◆ PROBLEM ◆
Considering only lines that hold the word "WESTGATE", report how many there are in the listing below, as a single number.

◆ EXCERPTED DATA ◆
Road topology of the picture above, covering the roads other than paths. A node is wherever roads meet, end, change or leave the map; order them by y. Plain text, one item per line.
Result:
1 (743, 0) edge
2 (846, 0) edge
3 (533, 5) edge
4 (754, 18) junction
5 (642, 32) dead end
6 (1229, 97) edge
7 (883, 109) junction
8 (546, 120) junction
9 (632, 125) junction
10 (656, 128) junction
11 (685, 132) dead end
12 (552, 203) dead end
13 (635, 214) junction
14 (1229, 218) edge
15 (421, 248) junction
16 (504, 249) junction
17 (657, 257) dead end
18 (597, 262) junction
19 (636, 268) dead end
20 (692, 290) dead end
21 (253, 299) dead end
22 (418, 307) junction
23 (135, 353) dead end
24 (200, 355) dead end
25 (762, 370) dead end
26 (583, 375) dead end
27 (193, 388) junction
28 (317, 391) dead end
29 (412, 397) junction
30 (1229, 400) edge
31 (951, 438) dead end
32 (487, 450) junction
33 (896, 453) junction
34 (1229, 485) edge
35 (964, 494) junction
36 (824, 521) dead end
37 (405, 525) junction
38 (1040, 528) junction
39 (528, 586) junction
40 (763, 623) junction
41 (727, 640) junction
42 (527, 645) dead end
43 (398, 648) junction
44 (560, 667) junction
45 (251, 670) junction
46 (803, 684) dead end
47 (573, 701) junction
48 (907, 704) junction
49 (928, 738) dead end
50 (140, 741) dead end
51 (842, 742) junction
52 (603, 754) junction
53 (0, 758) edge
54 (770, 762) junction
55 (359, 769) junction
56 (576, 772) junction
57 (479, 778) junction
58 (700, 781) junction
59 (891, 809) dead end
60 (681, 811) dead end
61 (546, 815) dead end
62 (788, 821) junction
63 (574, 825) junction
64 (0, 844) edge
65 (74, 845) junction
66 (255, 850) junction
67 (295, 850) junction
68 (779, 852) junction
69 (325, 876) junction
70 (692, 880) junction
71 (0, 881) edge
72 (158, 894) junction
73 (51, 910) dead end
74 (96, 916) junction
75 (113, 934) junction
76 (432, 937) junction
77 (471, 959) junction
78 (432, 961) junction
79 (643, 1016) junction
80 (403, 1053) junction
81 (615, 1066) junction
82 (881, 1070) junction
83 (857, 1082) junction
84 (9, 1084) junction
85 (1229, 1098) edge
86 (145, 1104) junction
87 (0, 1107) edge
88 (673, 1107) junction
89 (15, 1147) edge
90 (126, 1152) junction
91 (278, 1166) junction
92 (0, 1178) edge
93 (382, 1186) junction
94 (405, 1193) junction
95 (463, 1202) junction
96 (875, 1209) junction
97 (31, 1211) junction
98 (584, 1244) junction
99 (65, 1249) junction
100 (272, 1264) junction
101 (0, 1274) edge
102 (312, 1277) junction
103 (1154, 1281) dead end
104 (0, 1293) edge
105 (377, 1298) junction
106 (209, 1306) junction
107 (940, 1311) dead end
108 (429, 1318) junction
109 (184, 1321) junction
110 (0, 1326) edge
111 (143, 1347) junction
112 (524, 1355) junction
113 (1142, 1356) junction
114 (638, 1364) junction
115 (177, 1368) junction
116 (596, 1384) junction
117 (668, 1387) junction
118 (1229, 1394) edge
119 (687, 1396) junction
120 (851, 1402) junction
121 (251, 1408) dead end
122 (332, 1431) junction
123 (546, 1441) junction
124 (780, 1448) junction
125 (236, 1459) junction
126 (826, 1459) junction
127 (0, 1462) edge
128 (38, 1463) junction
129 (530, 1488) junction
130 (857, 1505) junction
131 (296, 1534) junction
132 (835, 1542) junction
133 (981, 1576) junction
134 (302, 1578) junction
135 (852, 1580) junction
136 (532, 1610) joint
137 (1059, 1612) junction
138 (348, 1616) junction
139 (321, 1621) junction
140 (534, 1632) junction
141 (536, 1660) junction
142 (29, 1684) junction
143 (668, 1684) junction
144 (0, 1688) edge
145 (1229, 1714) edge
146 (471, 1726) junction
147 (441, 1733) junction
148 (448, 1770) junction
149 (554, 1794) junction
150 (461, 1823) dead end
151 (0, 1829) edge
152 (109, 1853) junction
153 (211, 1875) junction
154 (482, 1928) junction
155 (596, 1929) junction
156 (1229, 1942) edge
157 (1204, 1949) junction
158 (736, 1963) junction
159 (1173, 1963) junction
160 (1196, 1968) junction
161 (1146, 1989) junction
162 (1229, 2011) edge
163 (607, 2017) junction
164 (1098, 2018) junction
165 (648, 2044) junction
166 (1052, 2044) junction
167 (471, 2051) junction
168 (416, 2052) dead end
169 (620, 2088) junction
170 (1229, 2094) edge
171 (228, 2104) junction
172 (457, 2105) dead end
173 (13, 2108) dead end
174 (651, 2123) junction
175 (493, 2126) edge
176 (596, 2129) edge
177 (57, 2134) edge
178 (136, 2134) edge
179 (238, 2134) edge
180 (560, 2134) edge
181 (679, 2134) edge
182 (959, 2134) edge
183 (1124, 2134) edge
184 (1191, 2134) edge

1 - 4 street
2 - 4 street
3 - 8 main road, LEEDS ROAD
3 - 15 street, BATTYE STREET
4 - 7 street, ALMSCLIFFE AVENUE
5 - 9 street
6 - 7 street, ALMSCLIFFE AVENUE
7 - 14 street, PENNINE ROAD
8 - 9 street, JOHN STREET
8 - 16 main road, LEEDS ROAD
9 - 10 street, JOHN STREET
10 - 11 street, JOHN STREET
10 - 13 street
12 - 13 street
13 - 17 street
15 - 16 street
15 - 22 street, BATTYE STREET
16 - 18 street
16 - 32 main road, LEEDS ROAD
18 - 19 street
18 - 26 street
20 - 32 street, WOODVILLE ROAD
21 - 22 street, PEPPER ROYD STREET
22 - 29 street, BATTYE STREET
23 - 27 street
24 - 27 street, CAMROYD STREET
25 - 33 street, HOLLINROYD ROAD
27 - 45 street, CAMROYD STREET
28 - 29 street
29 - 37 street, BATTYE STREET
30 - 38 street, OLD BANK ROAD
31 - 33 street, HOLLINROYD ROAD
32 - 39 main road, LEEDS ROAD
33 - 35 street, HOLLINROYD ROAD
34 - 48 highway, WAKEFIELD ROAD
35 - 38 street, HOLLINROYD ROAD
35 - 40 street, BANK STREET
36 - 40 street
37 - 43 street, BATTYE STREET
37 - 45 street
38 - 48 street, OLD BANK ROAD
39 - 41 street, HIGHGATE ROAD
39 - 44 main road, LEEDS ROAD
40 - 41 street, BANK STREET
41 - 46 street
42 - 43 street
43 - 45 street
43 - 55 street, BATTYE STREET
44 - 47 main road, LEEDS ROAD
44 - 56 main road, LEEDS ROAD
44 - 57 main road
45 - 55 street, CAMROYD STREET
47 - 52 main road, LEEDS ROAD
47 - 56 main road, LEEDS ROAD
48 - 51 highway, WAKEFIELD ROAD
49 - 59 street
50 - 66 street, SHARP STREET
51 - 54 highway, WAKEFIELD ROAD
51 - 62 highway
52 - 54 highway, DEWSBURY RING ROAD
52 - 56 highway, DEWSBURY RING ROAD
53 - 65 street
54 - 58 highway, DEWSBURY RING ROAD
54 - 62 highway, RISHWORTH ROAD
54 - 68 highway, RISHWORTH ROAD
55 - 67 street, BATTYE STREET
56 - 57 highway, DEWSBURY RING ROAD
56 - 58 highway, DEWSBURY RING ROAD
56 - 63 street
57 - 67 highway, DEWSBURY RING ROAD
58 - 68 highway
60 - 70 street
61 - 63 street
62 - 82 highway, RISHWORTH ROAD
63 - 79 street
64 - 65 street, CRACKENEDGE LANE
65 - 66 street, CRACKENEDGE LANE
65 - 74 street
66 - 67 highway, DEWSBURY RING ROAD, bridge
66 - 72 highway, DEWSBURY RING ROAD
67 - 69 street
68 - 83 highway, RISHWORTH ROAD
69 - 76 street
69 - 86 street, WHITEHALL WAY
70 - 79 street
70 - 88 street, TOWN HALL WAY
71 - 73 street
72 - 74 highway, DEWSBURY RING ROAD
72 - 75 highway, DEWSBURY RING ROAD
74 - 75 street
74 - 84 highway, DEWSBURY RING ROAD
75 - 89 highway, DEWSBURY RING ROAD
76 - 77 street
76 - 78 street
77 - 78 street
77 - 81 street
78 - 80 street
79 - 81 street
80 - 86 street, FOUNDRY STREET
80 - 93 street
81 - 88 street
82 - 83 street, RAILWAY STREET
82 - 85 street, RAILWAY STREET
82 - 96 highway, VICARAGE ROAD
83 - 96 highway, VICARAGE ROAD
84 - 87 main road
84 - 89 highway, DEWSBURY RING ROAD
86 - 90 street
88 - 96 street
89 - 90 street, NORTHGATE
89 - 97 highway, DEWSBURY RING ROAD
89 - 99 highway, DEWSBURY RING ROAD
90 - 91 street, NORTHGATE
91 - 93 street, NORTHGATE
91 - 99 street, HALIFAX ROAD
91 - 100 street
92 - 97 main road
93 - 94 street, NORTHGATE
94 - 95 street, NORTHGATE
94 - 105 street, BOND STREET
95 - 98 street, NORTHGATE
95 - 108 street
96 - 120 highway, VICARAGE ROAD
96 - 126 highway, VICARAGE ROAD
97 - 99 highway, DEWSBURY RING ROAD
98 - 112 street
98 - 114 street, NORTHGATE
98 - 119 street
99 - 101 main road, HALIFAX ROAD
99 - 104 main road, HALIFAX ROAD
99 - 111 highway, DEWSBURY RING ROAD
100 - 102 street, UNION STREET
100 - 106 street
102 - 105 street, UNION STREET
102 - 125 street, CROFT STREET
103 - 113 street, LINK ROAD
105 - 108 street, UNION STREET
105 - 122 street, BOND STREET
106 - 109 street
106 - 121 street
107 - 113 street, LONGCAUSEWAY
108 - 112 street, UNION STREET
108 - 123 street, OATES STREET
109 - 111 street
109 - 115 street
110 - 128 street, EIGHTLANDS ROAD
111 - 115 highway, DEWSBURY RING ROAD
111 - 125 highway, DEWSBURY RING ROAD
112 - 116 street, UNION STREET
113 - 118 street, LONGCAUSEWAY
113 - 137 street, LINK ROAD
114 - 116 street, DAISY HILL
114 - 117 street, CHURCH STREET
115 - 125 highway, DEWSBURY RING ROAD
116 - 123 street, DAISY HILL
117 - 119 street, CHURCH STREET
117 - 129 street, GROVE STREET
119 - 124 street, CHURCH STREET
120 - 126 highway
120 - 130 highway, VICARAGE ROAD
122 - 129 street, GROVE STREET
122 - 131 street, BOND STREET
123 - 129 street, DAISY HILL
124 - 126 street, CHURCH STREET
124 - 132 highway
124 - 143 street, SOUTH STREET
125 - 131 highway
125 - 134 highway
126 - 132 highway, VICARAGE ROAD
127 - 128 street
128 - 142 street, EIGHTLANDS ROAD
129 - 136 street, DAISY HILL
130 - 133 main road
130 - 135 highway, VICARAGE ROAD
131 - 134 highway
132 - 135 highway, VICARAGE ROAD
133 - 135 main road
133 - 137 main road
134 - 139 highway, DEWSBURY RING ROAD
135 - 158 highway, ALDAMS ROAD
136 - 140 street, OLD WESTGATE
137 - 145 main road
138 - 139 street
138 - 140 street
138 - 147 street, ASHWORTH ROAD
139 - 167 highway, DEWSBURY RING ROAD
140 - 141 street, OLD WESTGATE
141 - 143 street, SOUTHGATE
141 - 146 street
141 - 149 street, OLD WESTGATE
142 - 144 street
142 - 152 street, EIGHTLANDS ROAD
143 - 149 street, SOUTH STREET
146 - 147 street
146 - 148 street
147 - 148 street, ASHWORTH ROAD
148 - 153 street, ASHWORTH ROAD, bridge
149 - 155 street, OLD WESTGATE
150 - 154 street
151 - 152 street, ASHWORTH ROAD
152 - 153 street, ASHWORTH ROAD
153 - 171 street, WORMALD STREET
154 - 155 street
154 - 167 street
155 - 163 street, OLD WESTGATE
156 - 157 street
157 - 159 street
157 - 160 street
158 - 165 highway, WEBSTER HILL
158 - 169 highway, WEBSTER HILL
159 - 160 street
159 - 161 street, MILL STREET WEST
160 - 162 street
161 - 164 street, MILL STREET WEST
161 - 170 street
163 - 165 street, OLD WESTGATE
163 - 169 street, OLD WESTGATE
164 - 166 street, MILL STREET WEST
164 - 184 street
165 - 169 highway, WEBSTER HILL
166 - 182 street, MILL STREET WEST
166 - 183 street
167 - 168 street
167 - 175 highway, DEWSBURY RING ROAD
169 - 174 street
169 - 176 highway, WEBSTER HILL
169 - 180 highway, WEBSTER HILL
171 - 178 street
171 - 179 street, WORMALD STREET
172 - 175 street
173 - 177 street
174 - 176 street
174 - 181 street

◆ RESPONSE FOR THIS EXERCISE ◆
7